2Un témoignage de Synésius, d’interprétation très discutée, semble contredire immédiatement ma thèse. Dans Dion, ou Du type de formation conforme à son modèle, le philosophe néoplatonicien rappelle que dans certains de ses écrits Dion avait lancé des pointes comiques contre Socrate et Zénon, tenant leurs disciples pour dignes d’être chassés « de la surface entière de la mer et de la terre, en tant que ruine de la cité et de l’État ». Il n’est cependant pas difficile de remarquer que, dans ce passage, Socrate et Zénon ne sont pas mis sur le même plans que leurs actuels disciples supposés, et qu’une plaisanterie, si mor­dante soit-elle, n’est pas la même chose qu’une attaque violente. Il faut ajouter que Synésius se réfère ici aux écrits de jeunesse de Dion et que celui auquel il pense est, très probablement, l’essai perdu Contre les philosophes. En ce sens, son observation trouve son explication dans le cadre de l’opposition, qui fut aussi d’ordre politique, à l’activité des philosophes cyniques et stoïciens développée par Dion sous le règne de Vespasien, et elle doit être replacée dans la perspective du sévère réquisitoire qu’on trouve chez l’Alexandrin à l’encontre des « prétendus philosophes » et des « prétendus cyniques ». L’observation de Synésius est atténuée, enfin, par sa propre notation concomitante, pour nous facile à vérifier, que, dans d’autres écrits, Dion exaltait ces mêmes philosophes, les donnant en exemple de vie noble et sage. Le philosophe néoplatonicien finit ainsi lui-même par souligner, plus loin, que précisément Socrate et Diogène ressortent des nombreux discours que leur consacre Dion comme les modèles de la vraie et parfaite vie selon la philosophie, jusqu’à laquelle ne peuvent se hausser tous les hommes.

3L’interprétation de la philosophie de Diogène et de Socrate lui-même que Dion propose pour son propre compte est en réalité dif­férente. Sur le plan historique et culturel, la récupération de Socrate à laquelle procède Dion correspond à la remise en circulation de λόγοι Σωκρατικοί, plus générale et massive, qui caractérise le début de la période impériale et au retour marqué à Socrate qui, sur le plan philosophique, sous-tend ce phénomène. Il y a en outre dans cette récupération une réaction face à la réduction de Socrate au rang de πρόσωπον, simple porte-parole de la philosophie de Platon, qui s’exprimait dans les milieux scolaires platoniciens : c’est ce qui explique le regain d’intérêt, de la part de philosophes et d’hommes de lettres, pour les images de Socrate véhiculées par d’autres tradi­tions socratiques. Que Dion ait eu connaissance de cette littérature, c’est ce qui ressort clairement des déclarations nombreuses et expli­cites disséminées dans ses discours, et c’est sur elles qu’il conviendra, à titre préliminaire, de fixer l’attention.

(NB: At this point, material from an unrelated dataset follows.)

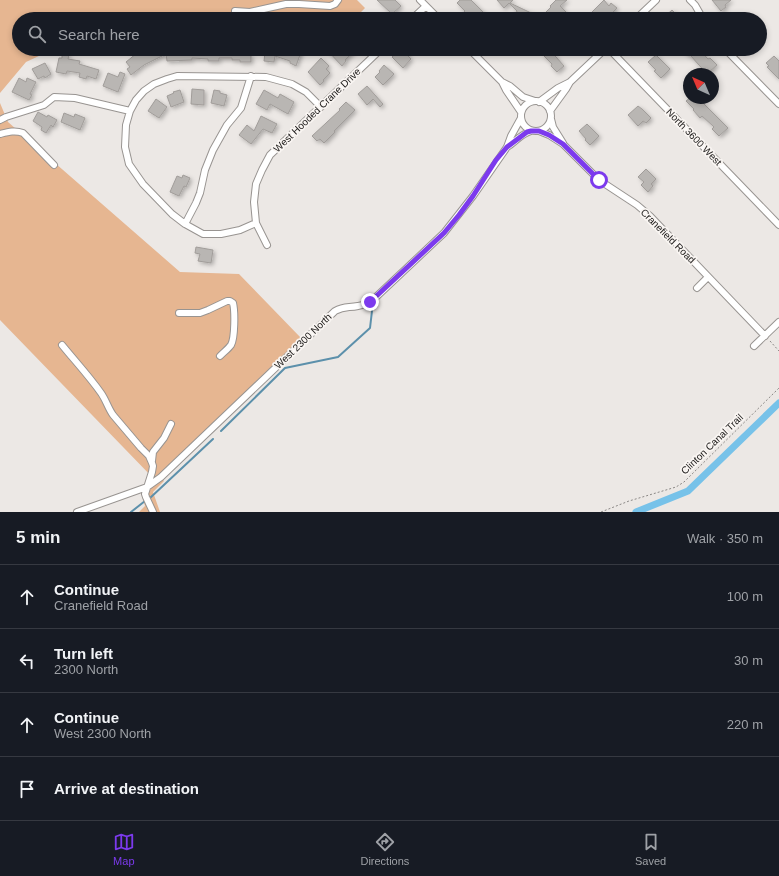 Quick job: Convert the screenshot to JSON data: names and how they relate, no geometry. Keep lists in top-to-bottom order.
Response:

4Conformément à la pratique de la citation et à l’attitude courantes dans l’Antiquité, la production littéraire des socratiques, aux yeux de Dion, reflète fidèlement les λόγοι de Socrate, qui à son tour ne se distingue pas du protagoniste de cette littérature : la distinction entre le Socrate « historique » et le Socrate « littéraire », qui représente pour les modernes un difficile problème herméneutique et historiogra­phique, est absente de la littérature antique, ou n’y apparaît que de façon épisodique et exceptionnelle. Ainsi, dans le discours Sur Homère et sur Socrate, où la thèse est que le vrai maître du philosophe ne fut pas Archélaos mais Homère, parce qu’ils se sont occupés autant l’un que l’autre des mêmes problèmes moraux, Dion note que la modestie particulière de Socrate est prouvée par le fait que

  • 1  οὐδὲ τοὺς λόγους αὐτὸς κατέλιπε γράψας, καὶ ταύτῃ γε ὑπερέβαλε τὸν Ὅμηρον. σπερ γὰρ τὸ ὄνομα τὸ ἐ (...)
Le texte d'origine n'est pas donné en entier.